= Extreme environment =

Habitat considered hard to survive in

An extreme environment is a habitat that is considered very hard to survive in due to its considerably extreme conditions such as temperature, accessibility to different energy sources or under high pressure. For an area to be considered an extreme environment, it must contain certain conditions and aspects that are considered very hard for other life forms to survive. Pressure conditions may be extremely high or low; high or low content of oxygen or carbon dioxide in the atmosphere; high levels of radiation, acidity, or alkalinity; absence of water; water containing a high concentration of salt; the presence of sulphur, petroleum, and other toxic substances.

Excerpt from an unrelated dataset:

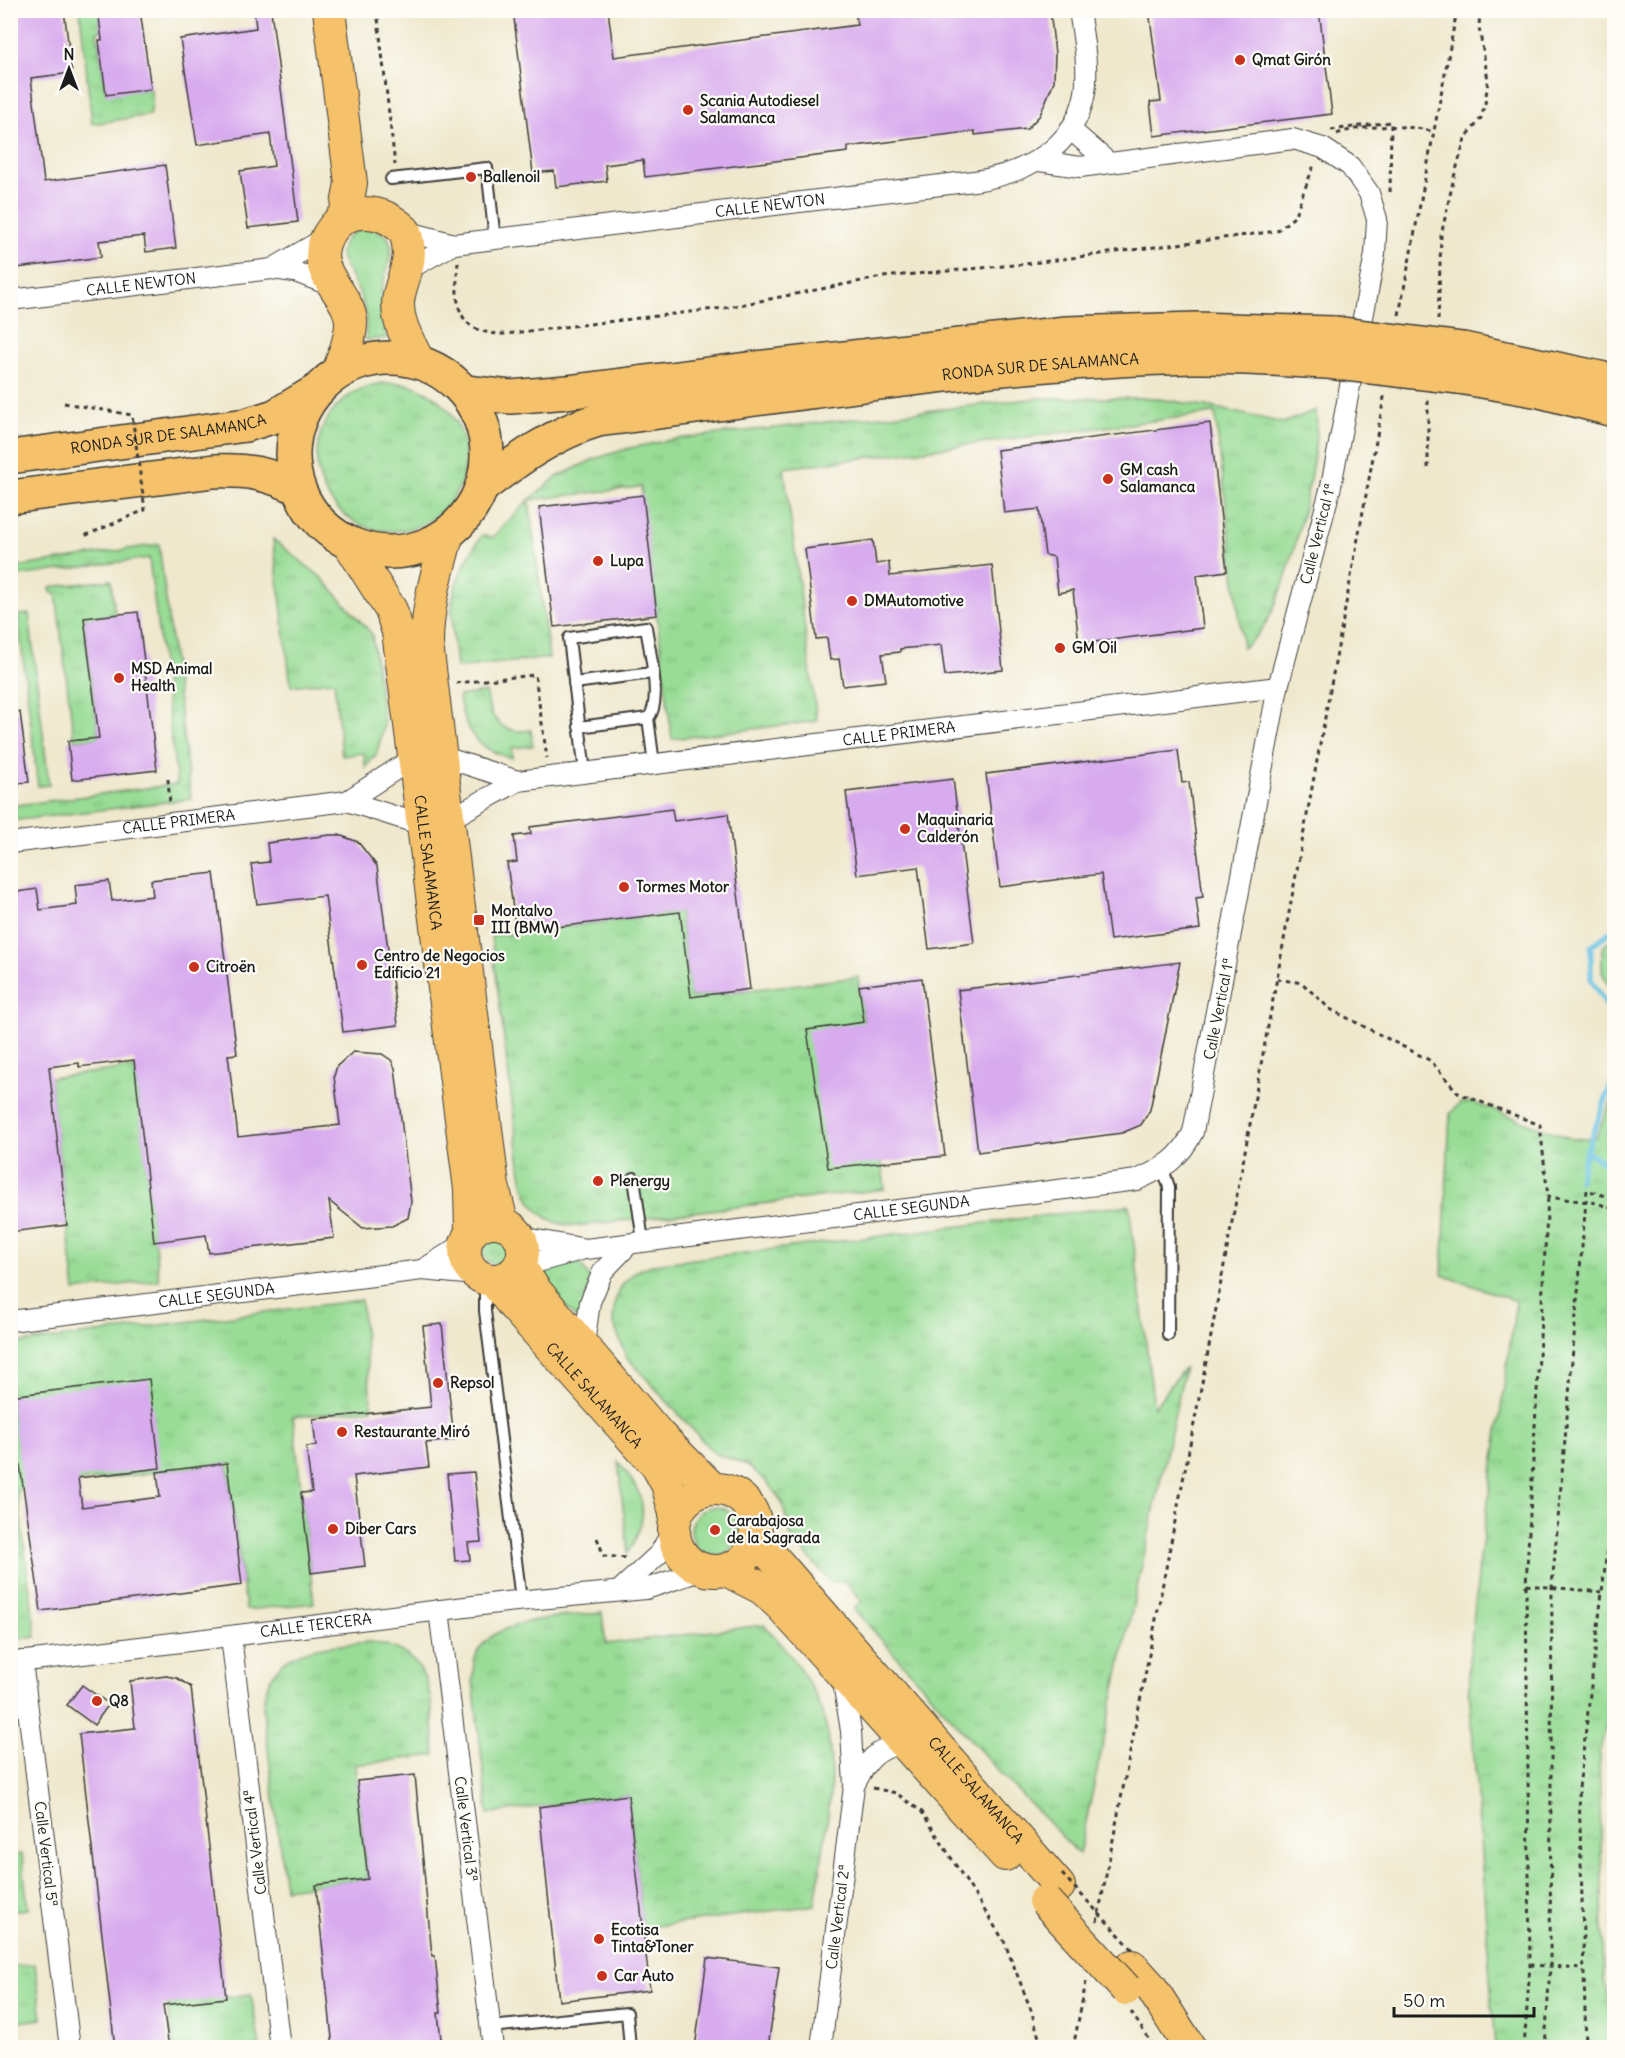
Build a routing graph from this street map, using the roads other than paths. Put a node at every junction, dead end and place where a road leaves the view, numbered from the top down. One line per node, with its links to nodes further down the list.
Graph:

Examples of extreme environments include the geographical poles, very arid deserts, volcanoes, deep ocean trenches, upper atmosphere, outer space, and the environments of every planet in the Solar System except the Earth. Any organisms living in these conditions are often very well adapted to their living circumstances, which is usually a result of long-term evolution. Physiologists have long known that organisms living in extreme environments are especially likely to exhibit clear examples of evolutionary adaptation because of the presumably intense past natural selection they have experienced.

==On Earth==
The distribution of extreme environments on Earth has varied through geological time. Humans generally do not inhabit extreme environments. There are organisms referred to as extremophiles that do live in such conditions and are so well-adapted that they readily grow and multiply. Extreme environments are usually hard to survive in.

== Beyond Earth ==
Most of the moons and planets in the Solar System are also extreme environments. Astrobiologists have not yet found life in any environments beyond Earth, though experiments have shown that tardigrades can survive the harsh vacuum and intense radiation of outer space. The conceptual modification of conditions in locations beyond Earth, to make them more habitable by humans and other terrestrial organisms, is known as terraforming.

==Types==
Among extreme environments are places that are alkaline, acidic, or unusually hot or cold or salty, or without water or oxygen. There are also places altered by humans, such as mine tailings or oil impacted habitats.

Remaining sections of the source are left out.